As the runaway leader and favourite fell at the second last hurdle, American Dawn Harper, McLellan and Canada's Priscilla Lopes-Schliep came through to steal a surprise 1,2,3.

"Just keep going, keep going, keep going," was McLellan's quote afterwards.

Stuart Wallace from 7 News Australia said: "Her interview in the mixed zone afterwards was one of the most refreshing pieces of sports interviewing I've ever seen. She was such a breath of fresh air. We had a lot of fun with that story."

I was in the press conference and the three medallists sat there like kids, giggling in wonder at their luck.

In Sweden, where they failed to win a gold medal, the public have had to make do with the exploits of table tennis player Jorgen Persson, at 42 one of the oldest competitors in the Games.

Persson, the 1991 world champion, looked like he might emulate the great Jan-Ove Waldner, who won singles gold in the 1980s and reached the Athens semis aged 39. (Persson lost both his semi and his bronze medal play off - but kept the Swedes entertained).

The other story which hit home with Swedes was that of Ara Abrahamian.

The world of Greco-roman wrestling was rocked when Abrahamian threw his bronze medal away because he was so disgusted having been denied a place in the gold medal bout by a controversial refereeing decision (one of several in several sports at this Games).


"All of Sweden supported him," said Swedish reporter Tobias Osterberg.

Hazel Irvine, who has presented more than 100 hours of live action from Beijing's Ling Long pagoda, and watched even more of it after her shifts were over, says it is the ability to get this unique global perspective of sport around the world which make the Olympics.

"While it has obviously been so successful for Team GB, I also love some of the stories that have come out of the other 200+ countries here," she explains.

"Rohullah Nikpai winning bronze for Afghanistan, their first Olympic medal, was a real highlight - the country's president has even given him a house and a car.

"It is important to remember there are places in the world suffering a lot of pain - and that's the power of sport. It does not solve problems - but it can make you feel better."

Germany's hearts were won by super-heavyweight weightlifter Matthias Steiner.

Steiner competed in Athens for his native Austria, then fell out with the Austrian Weightlifting Federation and decided to apply for German citizenship. For three years while he waited he couldn't compete.
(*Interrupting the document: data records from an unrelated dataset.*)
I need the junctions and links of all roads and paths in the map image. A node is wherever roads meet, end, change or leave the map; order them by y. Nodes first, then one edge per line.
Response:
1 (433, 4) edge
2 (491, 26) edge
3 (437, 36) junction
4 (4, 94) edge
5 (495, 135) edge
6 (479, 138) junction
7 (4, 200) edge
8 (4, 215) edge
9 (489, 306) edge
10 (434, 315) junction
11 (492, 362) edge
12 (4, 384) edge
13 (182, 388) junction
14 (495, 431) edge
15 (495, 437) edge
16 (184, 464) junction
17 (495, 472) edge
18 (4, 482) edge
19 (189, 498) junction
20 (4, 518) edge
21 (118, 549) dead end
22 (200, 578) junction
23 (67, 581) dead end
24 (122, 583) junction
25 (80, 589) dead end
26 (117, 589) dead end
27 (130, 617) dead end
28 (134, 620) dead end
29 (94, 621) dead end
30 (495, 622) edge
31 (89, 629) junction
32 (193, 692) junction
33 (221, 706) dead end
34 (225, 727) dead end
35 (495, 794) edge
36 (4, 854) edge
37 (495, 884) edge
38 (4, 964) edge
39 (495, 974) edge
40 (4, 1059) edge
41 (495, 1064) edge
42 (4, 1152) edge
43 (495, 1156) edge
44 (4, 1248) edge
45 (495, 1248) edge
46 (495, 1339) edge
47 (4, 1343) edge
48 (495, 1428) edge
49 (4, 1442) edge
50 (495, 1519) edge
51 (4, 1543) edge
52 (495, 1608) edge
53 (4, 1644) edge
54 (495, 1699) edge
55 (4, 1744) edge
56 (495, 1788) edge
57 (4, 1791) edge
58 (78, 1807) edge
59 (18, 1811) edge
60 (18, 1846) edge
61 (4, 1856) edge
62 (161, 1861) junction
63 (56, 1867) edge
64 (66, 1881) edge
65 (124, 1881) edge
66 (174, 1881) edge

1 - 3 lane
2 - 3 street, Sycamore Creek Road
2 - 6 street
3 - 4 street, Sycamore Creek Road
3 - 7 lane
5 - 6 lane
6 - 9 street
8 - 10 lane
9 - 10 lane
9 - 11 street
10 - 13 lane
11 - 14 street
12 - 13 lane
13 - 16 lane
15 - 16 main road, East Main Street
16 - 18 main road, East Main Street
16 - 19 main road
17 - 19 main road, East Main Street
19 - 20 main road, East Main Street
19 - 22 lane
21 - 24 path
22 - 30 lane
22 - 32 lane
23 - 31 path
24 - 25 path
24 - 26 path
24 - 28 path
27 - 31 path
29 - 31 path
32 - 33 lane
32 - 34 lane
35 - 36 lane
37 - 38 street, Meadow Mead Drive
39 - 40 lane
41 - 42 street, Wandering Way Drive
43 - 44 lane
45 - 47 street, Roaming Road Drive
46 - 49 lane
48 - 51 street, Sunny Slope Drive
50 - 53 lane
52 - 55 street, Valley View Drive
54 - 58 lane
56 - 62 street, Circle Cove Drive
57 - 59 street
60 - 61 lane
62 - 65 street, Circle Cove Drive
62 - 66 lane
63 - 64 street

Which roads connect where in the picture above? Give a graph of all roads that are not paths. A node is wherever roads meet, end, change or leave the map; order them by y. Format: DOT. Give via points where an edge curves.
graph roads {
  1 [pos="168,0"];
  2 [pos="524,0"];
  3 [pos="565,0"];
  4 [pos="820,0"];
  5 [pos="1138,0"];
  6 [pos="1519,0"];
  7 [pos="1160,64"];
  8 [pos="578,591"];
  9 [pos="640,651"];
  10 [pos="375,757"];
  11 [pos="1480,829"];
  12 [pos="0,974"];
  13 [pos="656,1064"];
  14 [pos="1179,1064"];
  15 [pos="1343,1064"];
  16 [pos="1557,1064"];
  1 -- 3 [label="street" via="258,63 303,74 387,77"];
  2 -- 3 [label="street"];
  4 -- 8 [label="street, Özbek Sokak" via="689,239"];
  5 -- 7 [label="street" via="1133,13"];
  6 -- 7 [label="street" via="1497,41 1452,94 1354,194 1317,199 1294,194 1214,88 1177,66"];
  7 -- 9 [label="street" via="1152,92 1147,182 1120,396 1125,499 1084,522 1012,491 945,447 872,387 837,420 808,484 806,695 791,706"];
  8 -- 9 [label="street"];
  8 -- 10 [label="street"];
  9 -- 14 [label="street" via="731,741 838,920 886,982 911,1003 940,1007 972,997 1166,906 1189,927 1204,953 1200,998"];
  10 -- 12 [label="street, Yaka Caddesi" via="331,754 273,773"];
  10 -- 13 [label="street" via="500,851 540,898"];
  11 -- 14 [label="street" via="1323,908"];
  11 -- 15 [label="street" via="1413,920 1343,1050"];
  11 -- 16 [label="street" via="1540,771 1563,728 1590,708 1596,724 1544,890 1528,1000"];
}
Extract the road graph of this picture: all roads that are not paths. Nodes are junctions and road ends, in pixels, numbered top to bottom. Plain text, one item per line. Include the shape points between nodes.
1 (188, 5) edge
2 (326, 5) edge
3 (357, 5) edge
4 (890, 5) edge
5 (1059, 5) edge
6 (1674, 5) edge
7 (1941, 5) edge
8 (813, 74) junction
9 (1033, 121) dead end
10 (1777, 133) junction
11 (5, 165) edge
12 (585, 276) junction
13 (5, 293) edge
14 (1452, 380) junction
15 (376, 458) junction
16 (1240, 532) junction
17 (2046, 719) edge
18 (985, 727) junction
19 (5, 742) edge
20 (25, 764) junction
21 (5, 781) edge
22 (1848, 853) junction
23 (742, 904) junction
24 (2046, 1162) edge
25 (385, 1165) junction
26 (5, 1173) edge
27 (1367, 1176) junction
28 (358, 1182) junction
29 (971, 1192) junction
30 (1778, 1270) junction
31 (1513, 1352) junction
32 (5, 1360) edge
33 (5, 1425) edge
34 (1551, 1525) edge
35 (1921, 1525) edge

Last summer, just before his citizenship came through, his wife Susann was killed in a car crash.


She had planned to come to Beijing with him. He won by a kilogram with his final lift and carried a photo of her as he stood on the medal podium.

IOC head Jacques Rogge's favourite Olympic story was that of Matthew Emmons, the shooter who blew his chance of a medal for the second Olympics running.

Four years ago he shot at the wrong target to register no score and throw away certain gold, but picked up a consolation prize in the form of a new wife, who met him while consoling him on his disappointment.

This time around he needed a seven - got the shakes and only managed a four.

"What moved me most was the attitude of this man, the attitude to say this is a big failure, I take responsibility but I will come back and I will win gold," said Rogge.

"The Games is not only about winning, it's about the struggle of everyday athletes to reach his or her own limits."

The story which really tickled the French was that of brothers Steve and Christophe Guenot, who took gold and bronze in the wrestling.

The father, mother, uncle are all wrestlers. They practice by fighting each other apparently.

There are many more stories of countries achieving new Olympic bests -
Bahrain winning its first ever gold medal through Rashid Ramzi in the 1500m, Togo winning a first Olympic medal - in canoe slalom - and Tunisia winning its first gold since 1968 when Oussama Mellouli took the 1500m freestyle.

But one of my favourite stories of the Olympics comes from Italy, via Cuba, and does not involve a medal of any colour.

It is that of Taismary Aguero.

Aguero defected from Cuba (with whom she won two golds) in 2001 while the team was at a tournament in Switzerland. She sought political asylum in Italy, where she later married Allesio Botteghi, an Italian physiotherapist who works with volleyball teams, which led to her citizenship and allowed her to compete for the Italian volleyball team.

Marco Del Corone, of Corriere della Sera, explained: "Her father died while she was living in Italy then her mother fell ill, so she tried to get back to Cuba to see her mother.

"They would not grant her a visa but in the end she got one - but then on the plane home she got a text to say her mother had died.

"So she switched planes to meet up with her team-mates and got to Beijing in time to play at the Olympics."

Oh, and the team lost in the quarter-final against the USA. What's that again about the taking part?

Claire Stocks is the BBC's interactive editor for Olympic sports. Our FAQs should answer any questions you have.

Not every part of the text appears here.